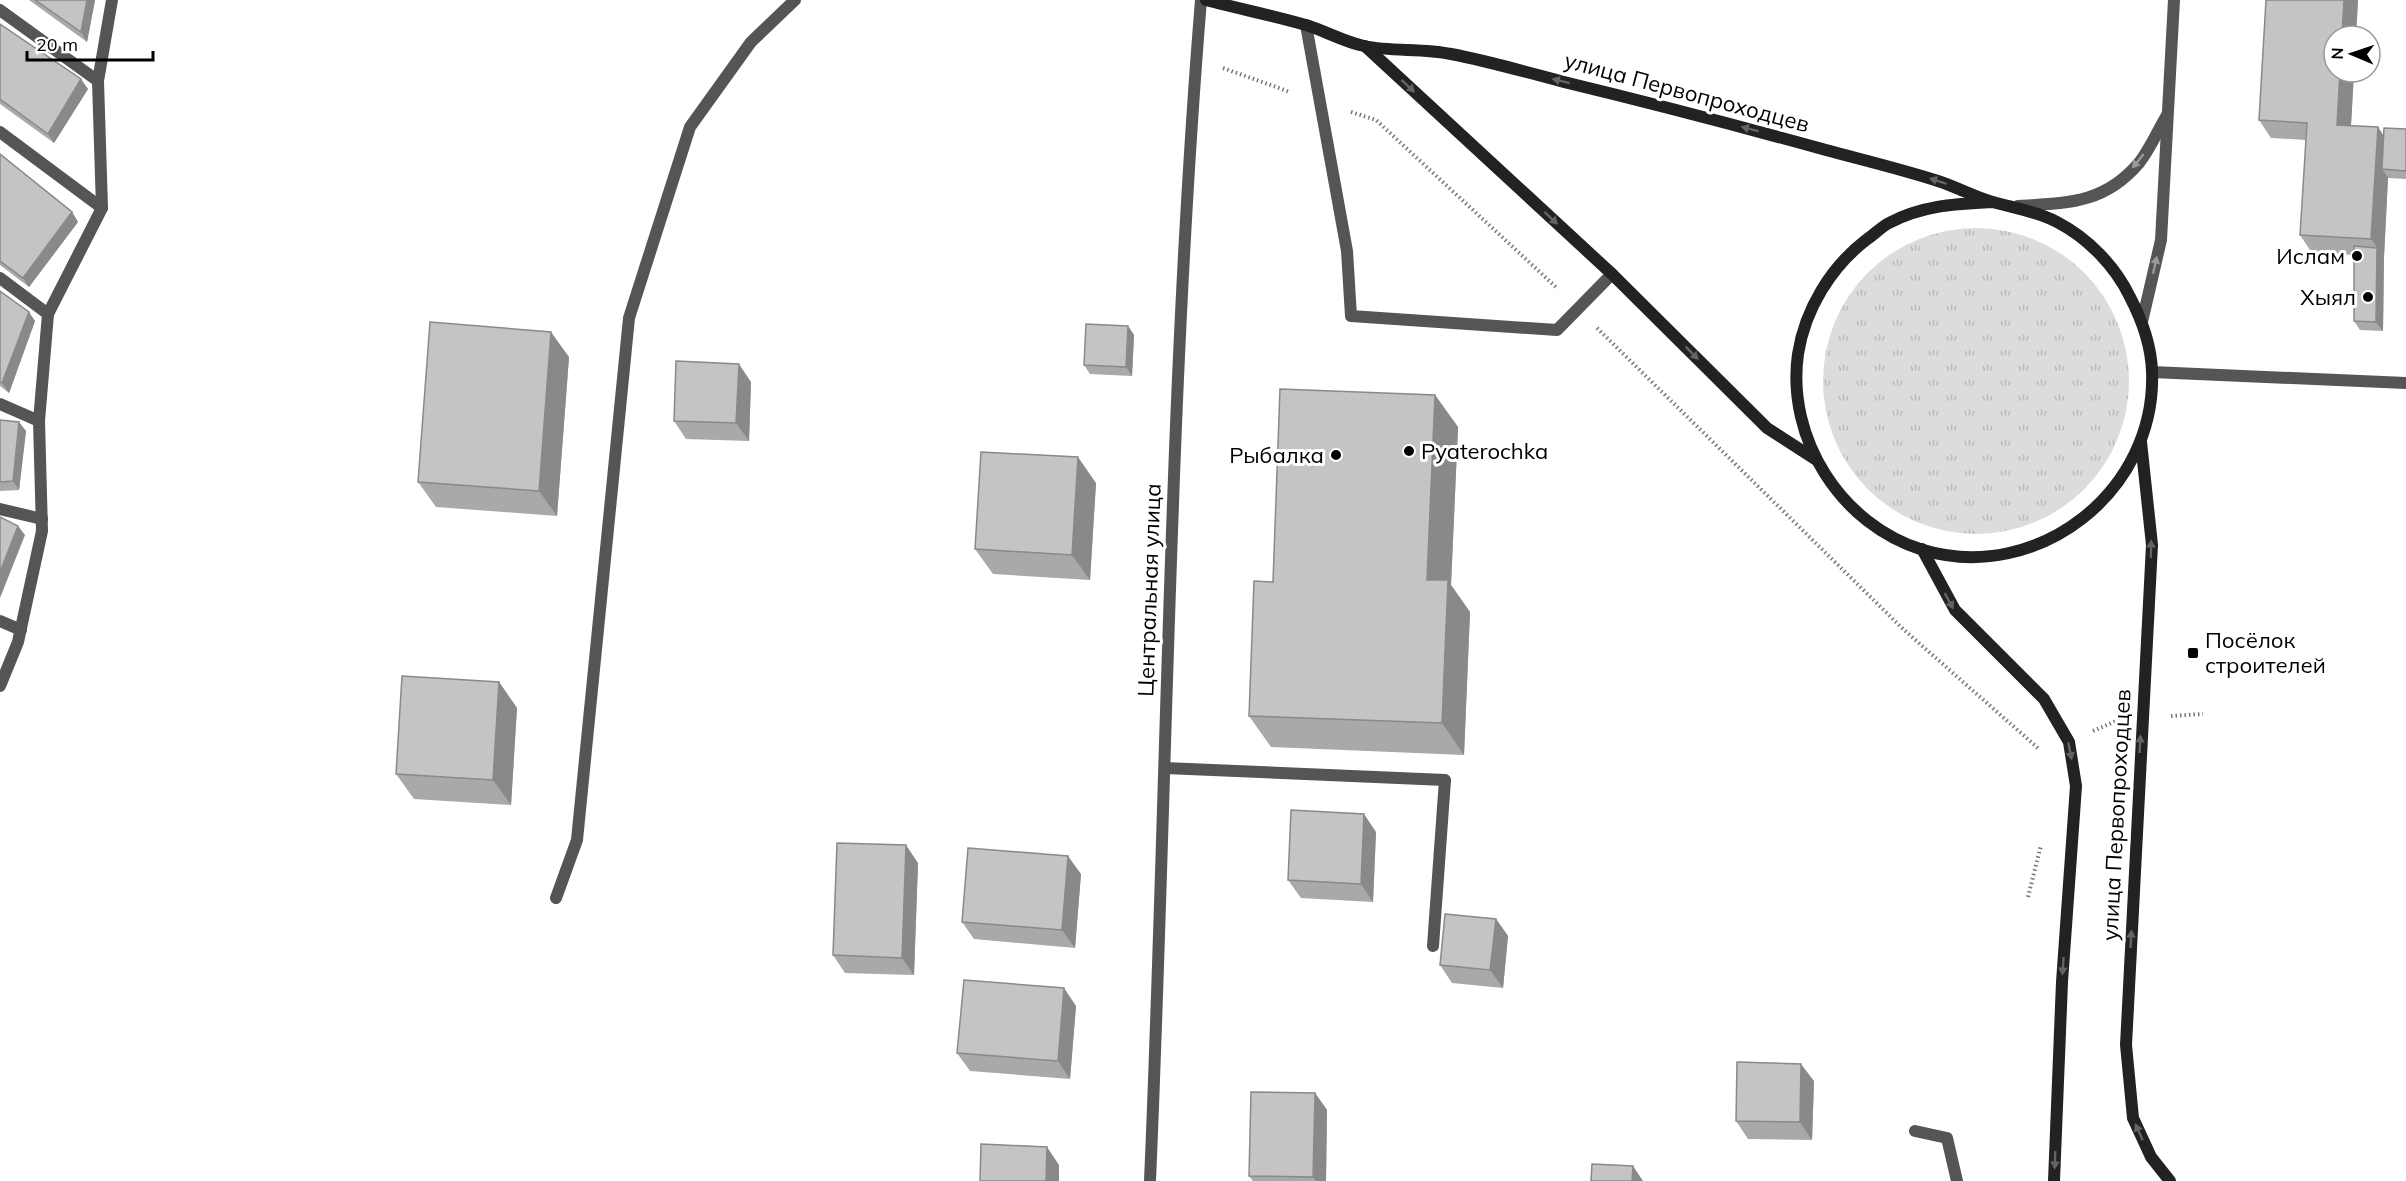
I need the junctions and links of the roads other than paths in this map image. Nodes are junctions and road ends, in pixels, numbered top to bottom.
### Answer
1 (112, 0) edge
2 (795, 0) edge
3 (1203, 0) edge
4 (2174, 0) edge
5 (0, 10) edge
6 (1306, 25) junction
7 (1365, 46) junction
8 (98, 81) junction
9 (2169, 111) junction
10 (0, 132) edge
11 (1993, 202) junction
12 (2018, 206) junction
13 (102, 208) junction
14 (1612, 274) junction
15 (0, 279) edge
16 (48, 314) junction
17 (2142, 322) junction
18 (2152, 372) junction
19 (2406, 383) edge
20 (0, 404) edge
21 (39, 422) junction
22 (2141, 440) junction
23 (1815, 459) junction
24 (0, 509) edge
25 (42, 519) junction
26 (1922, 549) junction
27 (0, 621) edge
28 (21, 630) junction
29 (0, 686) edge
30 (1165, 768) junction
31 (556, 898) dead end
32 (1433, 946) dead end
33 (1915, 1131) dead end
34 (1150, 1181) edge
35 (1957, 1181) edge
36 (2054, 1181) edge
37 (2170, 1181) edge

1 - 8 street
2 - 31 street
3 - 6 street, улица Первопроходцев
3 - 30 street, Центральная улица
4 - 9 street
5 - 8 street
6 - 7 street, улица Первопроходцев
6 - 14 street
11 -> 7 street, улица Первопроходцев
7 -> 14 street, улица Первопроходцев
8 - 13 street
9 -> 12 street
17 -> 9 street
10 - 13 street
11 - 12 street, улица Первопроходцев
11 - 23 street, улица Первопроходцев
12 - 17 street, улица Первопроходцев
13 - 16 street
14 -> 23 street, улица Первопроходцев
15 - 16 street
16 - 21 street
17 - 18 street, улица Первопроходцев
18 - 19 street
18 - 22 street, улица Первопроходцев
20 - 21 street
21 - 25 street
22 - 26 street, улица Первопроходцев
37 -> 22 street, улица Первопроходцев
23 - 26 street, улица Первопроходцев
24 - 25 street
25 - 28 street
26 -> 36 street, улица Первопроходцев
27 - 28 street
28 - 29 street
30 - 32 street
30 - 34 street, Центральная улица
33 - 35 street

******************************

→ What is expected
Retype the entries word for word. Omit any images.

→ Task response
I need the junctions and links of the roads other than paths in this map image. Nodes are junctions and road ends, in pixels, numbered top to bottom.
### Answer
1 (112, 0) edge
2 (795, 0) edge
3 (1203, 0) edge
4 (2174, 0) edge
5 (0, 10) edge
6 (1306, 25) junction
7 (1365, 46) junction
8 (98, 81) junction
9 (2169, 111) junction
10 (0, 132) edge
11 (1993, 202) junction
12 (2018, 206) junction
13 (102, 208) junction
14 (1612, 274) junction
15 (0, 279) edge
16 (48, 314) junction
17 (2142, 322) junction
18 (2152, 372) junction
19 (2406, 383) edge
20 (0, 404) edge
21 (39, 422) junction
22 (2141, 440) junction
23 (1815, 459) junction
24 (0, 509) edge
25 (42, 519) junction
26 (1922, 549) junction
27 (0, 621) edge
28 (21, 630) junction
29 (0, 686) edge
30 (1165, 768) junction
31 (556, 898) dead end
32 (1433, 946) dead end
33 (1915, 1131) dead end
34 (1150, 1181) edge
35 (1957, 1181) edge
36 (2054, 1181) edge
37 (2170, 1181) edge

1 - 8 street
2 - 31 street
3 - 6 street, улица Первопроходцев
3 - 30 street, Центральная улица
4 - 9 street
5 - 8 street
6 - 7 street, улица Первопроходцев
6 - 14 street
11 -> 7 street, улица Первопроходцев
7 -> 14 street, улица Первопроходцев
8 - 13 street
9 -> 12 street
17 -> 9 street
10 - 13 street
11 - 12 street, улица Первопроходцев
11 - 23 street, улица Первопроходцев
12 - 17 street, улица Первопроходцев
13 - 16 street
14 -> 23 street, улица Первопроходцев
15 - 16 street
16 - 21 street
17 - 18 street, улица Первопроходцев
18 - 19 street
18 - 22 street, улица Первопроходцев
20 - 21 street
21 - 25 street
22 - 26 street, улица Первопроходцев
37 -> 22 street, улица Первопроходцев
23 - 26 street, улица Первопроходцев
24 - 25 street
25 - 28 street
26 -> 36 street, улица Первопроходцев
27 - 28 street
28 - 29 street
30 - 32 street
30 - 34 street, Центральная улица
33 - 35 street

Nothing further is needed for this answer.